Work to complete:
Spot each line in the records below where the word "that" occurs, then copy it.

Excerpted data:
---

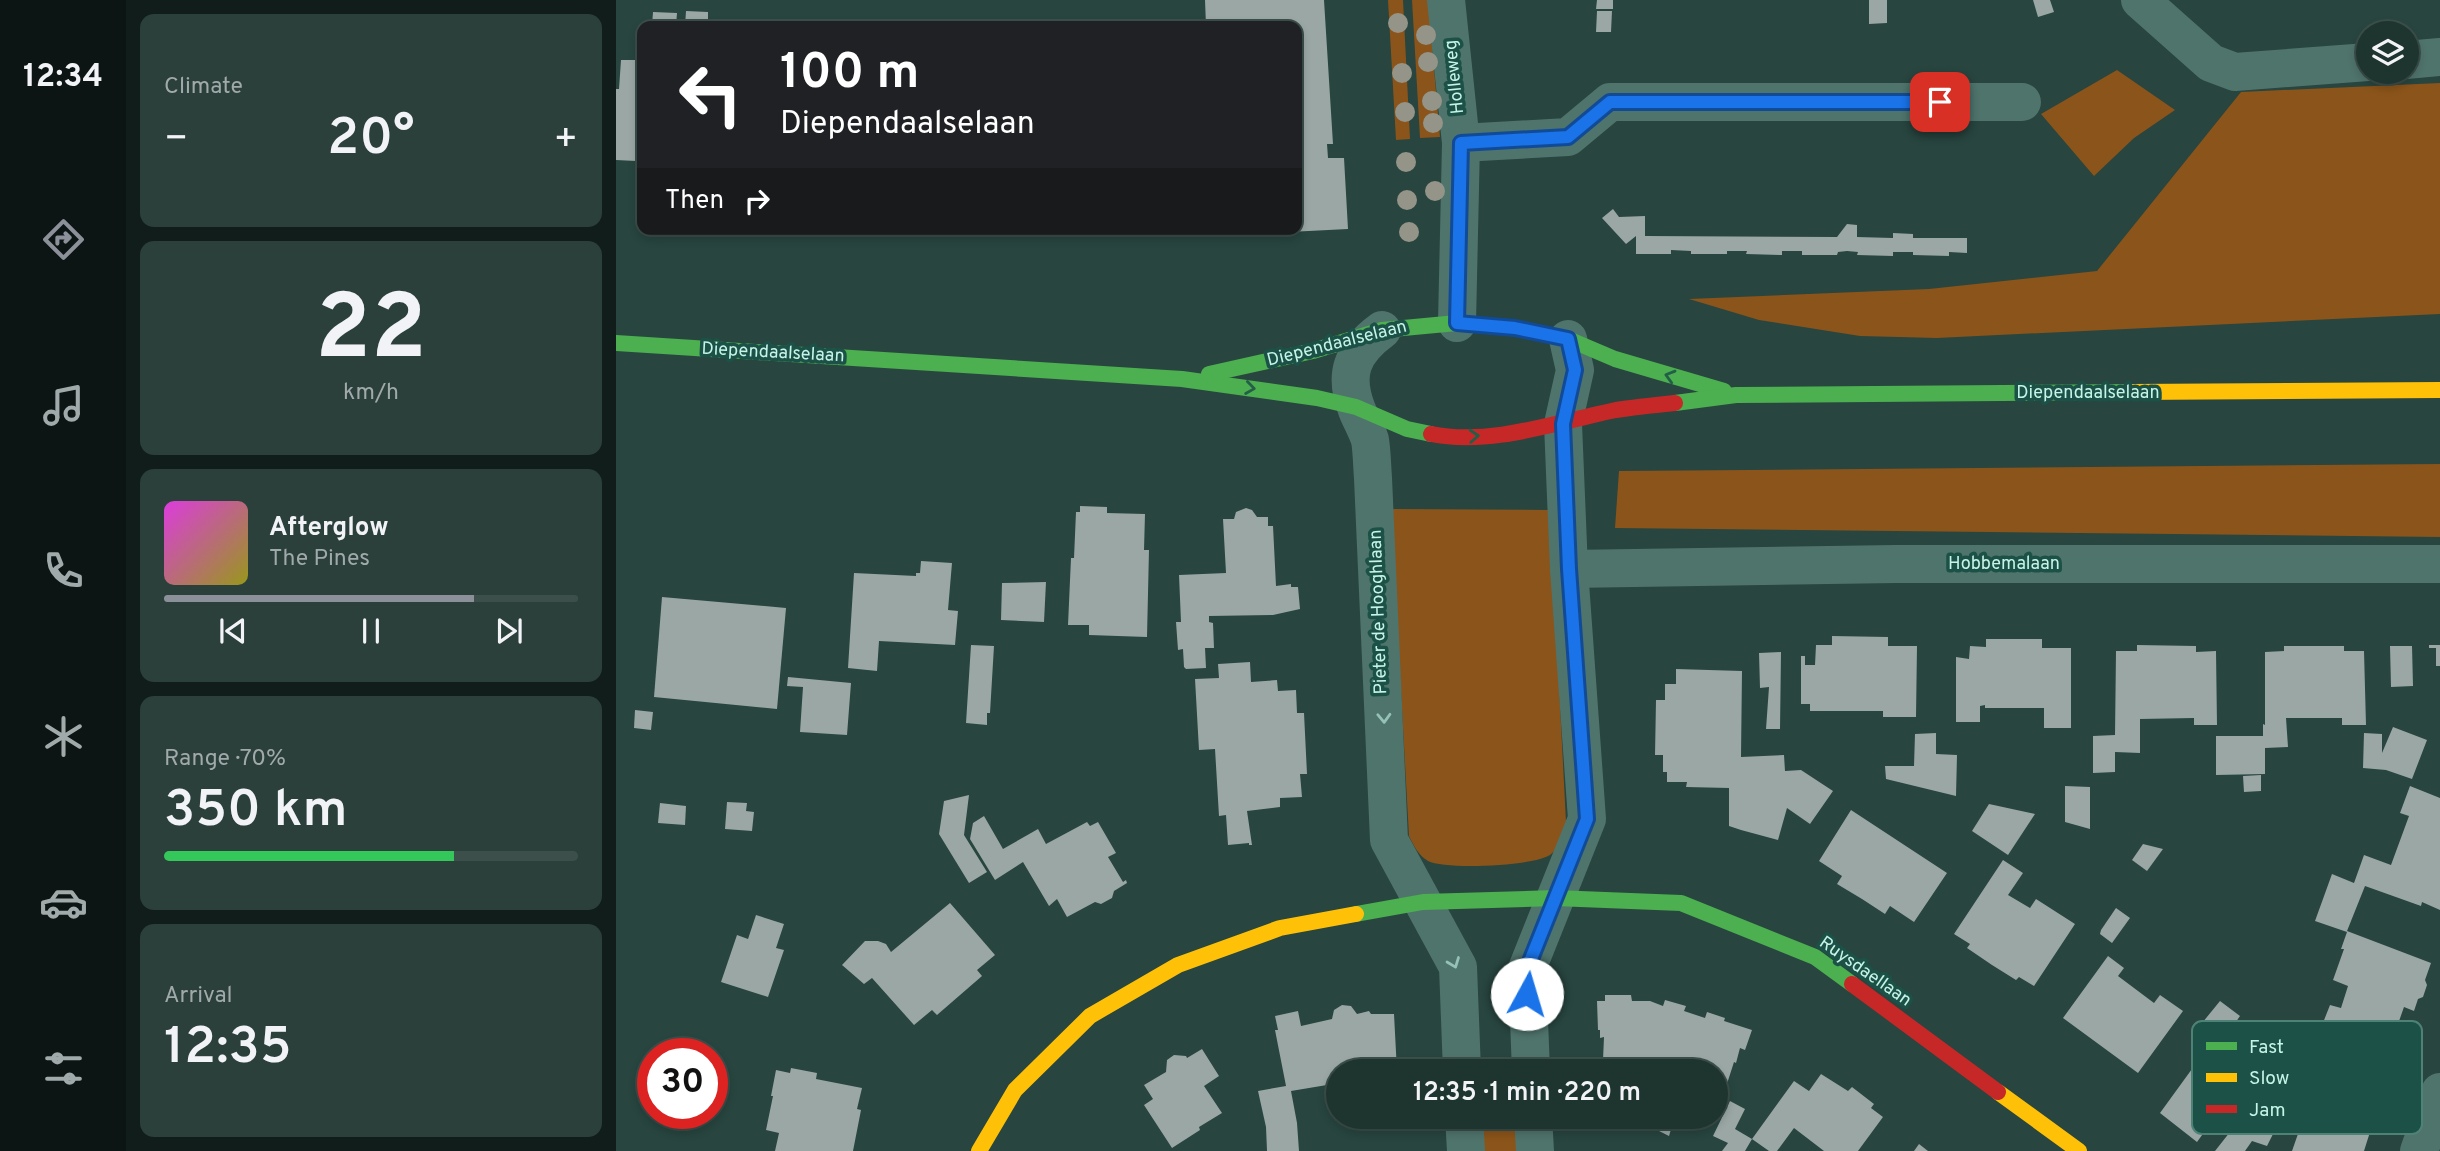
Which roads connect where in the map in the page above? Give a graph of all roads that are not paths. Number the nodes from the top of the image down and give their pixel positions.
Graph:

---

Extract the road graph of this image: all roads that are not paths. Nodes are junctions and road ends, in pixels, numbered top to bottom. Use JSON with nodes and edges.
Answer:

---

Response to the task:
Which roads connect where in the map in the page above? Give a graph of all roads that are not paths. Number the nodes from the top of the image down and give their pixel positions.
Extract the road graph of this image: all roads that are not paths. Nodes are junctions and road ends, in pixels, numbered top to bottom. Use JSON with nodes and edges.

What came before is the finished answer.